*** Opening DATA RECORDS ***

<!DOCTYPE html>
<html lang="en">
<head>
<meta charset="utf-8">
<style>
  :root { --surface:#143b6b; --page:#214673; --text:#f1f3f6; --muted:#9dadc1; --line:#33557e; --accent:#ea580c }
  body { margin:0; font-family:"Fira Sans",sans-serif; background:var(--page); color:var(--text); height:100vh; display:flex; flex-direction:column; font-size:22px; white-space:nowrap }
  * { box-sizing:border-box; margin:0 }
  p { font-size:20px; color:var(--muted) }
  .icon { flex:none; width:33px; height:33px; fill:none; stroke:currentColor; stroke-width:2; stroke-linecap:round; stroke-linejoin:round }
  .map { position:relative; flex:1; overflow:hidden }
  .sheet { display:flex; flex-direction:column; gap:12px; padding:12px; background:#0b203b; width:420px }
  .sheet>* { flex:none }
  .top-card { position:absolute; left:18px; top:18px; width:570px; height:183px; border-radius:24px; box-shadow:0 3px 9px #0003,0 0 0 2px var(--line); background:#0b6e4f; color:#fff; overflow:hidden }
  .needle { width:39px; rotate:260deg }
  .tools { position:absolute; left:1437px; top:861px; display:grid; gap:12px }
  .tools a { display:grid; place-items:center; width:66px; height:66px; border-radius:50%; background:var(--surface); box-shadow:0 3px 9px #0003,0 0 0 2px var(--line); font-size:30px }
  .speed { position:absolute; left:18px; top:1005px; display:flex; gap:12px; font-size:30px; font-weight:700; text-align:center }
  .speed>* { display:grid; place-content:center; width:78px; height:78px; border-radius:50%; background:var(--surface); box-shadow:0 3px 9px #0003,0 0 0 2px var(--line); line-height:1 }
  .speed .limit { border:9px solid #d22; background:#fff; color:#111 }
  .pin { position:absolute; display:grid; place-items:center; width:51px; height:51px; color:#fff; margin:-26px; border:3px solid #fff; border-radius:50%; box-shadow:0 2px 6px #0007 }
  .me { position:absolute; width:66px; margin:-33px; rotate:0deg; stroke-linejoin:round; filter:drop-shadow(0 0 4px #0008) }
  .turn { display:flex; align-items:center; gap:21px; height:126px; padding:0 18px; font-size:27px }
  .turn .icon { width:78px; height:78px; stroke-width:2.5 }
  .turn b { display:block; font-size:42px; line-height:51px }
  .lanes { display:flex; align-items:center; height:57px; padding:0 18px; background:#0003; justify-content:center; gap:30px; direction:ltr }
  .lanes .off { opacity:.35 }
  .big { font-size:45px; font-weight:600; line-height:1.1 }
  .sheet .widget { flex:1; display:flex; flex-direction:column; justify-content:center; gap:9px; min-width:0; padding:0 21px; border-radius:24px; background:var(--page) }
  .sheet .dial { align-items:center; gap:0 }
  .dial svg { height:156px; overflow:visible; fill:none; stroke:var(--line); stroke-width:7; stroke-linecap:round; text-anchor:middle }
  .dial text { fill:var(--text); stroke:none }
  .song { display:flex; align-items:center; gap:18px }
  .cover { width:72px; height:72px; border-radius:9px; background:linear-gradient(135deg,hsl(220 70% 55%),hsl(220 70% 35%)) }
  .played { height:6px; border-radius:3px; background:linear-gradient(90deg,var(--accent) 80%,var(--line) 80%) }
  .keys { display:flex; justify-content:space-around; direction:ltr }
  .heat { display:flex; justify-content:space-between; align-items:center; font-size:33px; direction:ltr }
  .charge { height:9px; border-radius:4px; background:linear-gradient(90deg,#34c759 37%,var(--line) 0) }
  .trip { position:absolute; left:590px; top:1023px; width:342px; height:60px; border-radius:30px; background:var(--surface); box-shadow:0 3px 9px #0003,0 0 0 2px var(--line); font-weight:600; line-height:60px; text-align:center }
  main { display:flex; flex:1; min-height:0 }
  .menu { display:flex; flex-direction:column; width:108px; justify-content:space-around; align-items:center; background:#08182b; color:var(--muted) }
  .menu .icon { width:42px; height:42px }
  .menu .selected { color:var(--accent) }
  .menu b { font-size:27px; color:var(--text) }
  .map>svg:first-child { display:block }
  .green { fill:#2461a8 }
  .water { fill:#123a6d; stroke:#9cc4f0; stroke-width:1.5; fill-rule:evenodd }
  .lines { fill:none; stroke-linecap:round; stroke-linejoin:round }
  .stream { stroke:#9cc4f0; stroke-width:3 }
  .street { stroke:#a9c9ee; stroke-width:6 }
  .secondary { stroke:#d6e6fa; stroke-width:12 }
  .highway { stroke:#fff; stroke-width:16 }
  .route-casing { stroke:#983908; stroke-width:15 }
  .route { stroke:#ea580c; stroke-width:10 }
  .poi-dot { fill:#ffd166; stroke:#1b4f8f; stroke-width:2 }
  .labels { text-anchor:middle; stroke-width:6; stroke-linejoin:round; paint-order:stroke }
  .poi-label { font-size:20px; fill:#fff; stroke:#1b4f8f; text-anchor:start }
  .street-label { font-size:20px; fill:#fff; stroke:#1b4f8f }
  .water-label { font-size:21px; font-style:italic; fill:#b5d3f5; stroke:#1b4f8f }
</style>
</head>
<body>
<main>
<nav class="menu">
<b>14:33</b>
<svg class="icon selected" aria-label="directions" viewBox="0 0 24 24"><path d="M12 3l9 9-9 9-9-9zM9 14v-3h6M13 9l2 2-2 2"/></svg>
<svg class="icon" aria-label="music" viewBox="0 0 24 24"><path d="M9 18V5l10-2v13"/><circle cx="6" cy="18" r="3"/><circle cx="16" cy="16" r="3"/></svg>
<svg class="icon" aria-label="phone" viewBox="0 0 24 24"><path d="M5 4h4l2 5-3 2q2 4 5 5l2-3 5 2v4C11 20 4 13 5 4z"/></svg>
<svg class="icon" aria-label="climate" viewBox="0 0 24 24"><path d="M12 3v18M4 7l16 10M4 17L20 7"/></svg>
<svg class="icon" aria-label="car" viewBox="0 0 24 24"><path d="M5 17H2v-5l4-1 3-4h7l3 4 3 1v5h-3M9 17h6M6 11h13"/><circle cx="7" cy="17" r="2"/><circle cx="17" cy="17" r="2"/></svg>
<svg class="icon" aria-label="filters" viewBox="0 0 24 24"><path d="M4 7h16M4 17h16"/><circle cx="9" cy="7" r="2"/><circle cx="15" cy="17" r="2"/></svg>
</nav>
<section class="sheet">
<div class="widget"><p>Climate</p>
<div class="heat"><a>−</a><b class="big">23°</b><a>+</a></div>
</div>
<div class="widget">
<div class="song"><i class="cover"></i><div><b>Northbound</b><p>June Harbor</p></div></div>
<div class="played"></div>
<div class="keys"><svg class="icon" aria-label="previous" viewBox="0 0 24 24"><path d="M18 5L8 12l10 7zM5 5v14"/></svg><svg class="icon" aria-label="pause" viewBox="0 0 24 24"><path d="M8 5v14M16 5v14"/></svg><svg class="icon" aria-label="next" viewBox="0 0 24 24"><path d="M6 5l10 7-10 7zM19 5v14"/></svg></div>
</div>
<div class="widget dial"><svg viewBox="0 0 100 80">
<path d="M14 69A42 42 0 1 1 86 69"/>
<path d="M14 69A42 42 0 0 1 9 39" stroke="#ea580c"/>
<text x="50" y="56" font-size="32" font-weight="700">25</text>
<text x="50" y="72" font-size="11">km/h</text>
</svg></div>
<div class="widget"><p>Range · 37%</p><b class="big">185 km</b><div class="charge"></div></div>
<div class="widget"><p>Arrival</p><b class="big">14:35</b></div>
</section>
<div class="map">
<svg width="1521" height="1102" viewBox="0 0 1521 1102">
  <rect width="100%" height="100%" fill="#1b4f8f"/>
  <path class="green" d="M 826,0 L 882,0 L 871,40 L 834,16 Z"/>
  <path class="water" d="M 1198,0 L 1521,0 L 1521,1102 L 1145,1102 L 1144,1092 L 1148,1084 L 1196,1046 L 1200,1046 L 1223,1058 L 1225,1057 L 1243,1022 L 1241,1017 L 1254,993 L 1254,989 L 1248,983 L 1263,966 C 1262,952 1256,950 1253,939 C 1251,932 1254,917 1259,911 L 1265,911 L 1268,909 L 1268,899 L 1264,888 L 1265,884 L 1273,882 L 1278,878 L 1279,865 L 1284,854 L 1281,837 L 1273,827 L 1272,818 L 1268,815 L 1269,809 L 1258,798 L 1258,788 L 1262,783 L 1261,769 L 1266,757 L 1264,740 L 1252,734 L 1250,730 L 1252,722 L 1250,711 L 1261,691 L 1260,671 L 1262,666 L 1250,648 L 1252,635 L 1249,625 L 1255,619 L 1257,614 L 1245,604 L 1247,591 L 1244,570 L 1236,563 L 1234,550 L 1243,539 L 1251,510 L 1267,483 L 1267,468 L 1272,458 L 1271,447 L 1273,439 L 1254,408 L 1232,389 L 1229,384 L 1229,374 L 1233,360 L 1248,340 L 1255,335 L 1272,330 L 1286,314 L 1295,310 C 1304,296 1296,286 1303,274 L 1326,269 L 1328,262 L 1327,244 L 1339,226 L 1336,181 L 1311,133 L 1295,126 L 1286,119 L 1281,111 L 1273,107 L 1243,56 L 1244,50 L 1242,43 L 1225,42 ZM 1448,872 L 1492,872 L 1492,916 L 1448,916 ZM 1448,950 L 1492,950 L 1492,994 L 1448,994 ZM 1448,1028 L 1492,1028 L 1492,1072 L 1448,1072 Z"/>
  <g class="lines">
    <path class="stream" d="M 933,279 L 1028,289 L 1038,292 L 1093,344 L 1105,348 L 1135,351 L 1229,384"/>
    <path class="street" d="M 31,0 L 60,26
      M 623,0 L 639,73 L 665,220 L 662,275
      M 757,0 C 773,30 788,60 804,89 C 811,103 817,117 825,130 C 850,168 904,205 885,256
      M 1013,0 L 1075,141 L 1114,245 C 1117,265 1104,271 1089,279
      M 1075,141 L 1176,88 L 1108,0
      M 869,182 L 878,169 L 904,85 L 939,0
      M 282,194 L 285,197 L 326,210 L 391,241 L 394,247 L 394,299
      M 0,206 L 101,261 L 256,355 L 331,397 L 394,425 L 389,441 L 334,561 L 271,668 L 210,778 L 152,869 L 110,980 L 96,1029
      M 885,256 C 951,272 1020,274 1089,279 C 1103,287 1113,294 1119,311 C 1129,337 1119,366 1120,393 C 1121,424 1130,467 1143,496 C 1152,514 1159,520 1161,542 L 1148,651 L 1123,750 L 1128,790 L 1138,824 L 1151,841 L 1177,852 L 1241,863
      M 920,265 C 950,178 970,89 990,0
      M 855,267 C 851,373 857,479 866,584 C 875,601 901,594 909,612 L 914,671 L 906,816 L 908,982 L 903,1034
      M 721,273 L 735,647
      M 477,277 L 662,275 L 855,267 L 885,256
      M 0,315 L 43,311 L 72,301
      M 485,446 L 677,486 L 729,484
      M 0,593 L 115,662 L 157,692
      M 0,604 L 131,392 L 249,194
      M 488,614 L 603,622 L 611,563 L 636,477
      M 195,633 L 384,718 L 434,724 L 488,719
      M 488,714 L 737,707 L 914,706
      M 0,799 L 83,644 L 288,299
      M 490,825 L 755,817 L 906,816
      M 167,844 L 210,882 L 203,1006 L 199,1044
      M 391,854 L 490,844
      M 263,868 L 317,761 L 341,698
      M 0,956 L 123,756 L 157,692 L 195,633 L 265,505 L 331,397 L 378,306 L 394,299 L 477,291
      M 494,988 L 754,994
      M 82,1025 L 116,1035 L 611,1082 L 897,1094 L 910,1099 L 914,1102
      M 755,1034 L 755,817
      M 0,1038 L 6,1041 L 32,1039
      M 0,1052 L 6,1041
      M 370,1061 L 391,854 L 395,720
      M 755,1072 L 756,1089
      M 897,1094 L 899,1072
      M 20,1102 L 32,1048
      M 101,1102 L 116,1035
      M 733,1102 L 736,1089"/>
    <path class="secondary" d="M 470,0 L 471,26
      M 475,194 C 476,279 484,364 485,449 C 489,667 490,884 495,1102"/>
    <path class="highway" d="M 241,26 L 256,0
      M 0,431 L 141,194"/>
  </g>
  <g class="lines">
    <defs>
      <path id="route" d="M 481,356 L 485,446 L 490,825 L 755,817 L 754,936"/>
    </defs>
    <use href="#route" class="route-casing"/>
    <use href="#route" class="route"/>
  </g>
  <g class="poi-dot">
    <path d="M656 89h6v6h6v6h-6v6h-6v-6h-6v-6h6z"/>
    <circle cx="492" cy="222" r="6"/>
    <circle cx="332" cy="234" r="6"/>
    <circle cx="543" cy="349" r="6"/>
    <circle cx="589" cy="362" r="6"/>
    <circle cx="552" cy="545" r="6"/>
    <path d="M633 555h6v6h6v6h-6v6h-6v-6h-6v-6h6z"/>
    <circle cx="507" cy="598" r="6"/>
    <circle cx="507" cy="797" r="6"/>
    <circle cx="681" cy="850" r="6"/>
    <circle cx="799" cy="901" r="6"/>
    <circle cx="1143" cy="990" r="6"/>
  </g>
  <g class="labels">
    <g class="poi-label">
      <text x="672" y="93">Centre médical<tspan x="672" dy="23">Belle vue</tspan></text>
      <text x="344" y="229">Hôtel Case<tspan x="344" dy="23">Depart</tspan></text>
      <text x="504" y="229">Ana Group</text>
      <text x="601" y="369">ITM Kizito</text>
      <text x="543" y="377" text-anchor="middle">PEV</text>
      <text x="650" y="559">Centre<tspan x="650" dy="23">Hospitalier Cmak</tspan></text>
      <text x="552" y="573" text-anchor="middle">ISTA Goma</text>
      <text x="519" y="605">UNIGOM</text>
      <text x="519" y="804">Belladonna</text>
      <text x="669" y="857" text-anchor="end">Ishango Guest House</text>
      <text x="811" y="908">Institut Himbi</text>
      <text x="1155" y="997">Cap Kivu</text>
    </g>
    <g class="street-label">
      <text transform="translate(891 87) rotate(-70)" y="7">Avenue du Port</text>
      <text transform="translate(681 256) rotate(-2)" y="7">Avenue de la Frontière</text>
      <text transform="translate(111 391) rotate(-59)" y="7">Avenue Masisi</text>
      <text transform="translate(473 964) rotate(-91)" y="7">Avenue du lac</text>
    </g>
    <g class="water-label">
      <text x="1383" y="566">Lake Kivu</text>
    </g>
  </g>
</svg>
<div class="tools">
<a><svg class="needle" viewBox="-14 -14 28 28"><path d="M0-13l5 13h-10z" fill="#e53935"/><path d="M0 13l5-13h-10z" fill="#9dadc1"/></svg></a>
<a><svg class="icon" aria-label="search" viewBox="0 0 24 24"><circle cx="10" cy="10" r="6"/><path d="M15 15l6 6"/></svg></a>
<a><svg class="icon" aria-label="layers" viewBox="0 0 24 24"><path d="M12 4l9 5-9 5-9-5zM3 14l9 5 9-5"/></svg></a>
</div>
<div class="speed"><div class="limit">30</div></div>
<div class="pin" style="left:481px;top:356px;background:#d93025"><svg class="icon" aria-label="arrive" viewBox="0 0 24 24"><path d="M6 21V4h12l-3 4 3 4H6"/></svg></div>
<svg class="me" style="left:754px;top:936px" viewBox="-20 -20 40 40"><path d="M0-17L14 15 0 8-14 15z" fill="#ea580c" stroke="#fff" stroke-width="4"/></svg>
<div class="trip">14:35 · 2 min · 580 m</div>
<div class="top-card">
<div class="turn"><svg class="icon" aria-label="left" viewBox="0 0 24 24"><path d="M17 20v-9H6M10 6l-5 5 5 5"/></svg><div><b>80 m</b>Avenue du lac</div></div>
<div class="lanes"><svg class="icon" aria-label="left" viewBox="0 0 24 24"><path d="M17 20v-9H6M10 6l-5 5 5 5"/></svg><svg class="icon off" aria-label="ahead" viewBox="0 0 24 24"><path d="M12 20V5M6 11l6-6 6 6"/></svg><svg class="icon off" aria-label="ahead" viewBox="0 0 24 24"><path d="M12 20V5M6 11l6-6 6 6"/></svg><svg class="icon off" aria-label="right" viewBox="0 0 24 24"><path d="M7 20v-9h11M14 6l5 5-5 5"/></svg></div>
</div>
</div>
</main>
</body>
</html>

*** Closing DATA RECORDS ***

**WHAT IS EXPECTED**
Take every line above that includes "body" and list it.

**REPLY TO THE TASK**
  body { margin:0; font-family:"Fira Sans",sans-serif; background:var(--page); color:var(--text); height:100vh; display:flex; flex-direction:column; font-size:22px; white-space:nowrap }
<body>
</body>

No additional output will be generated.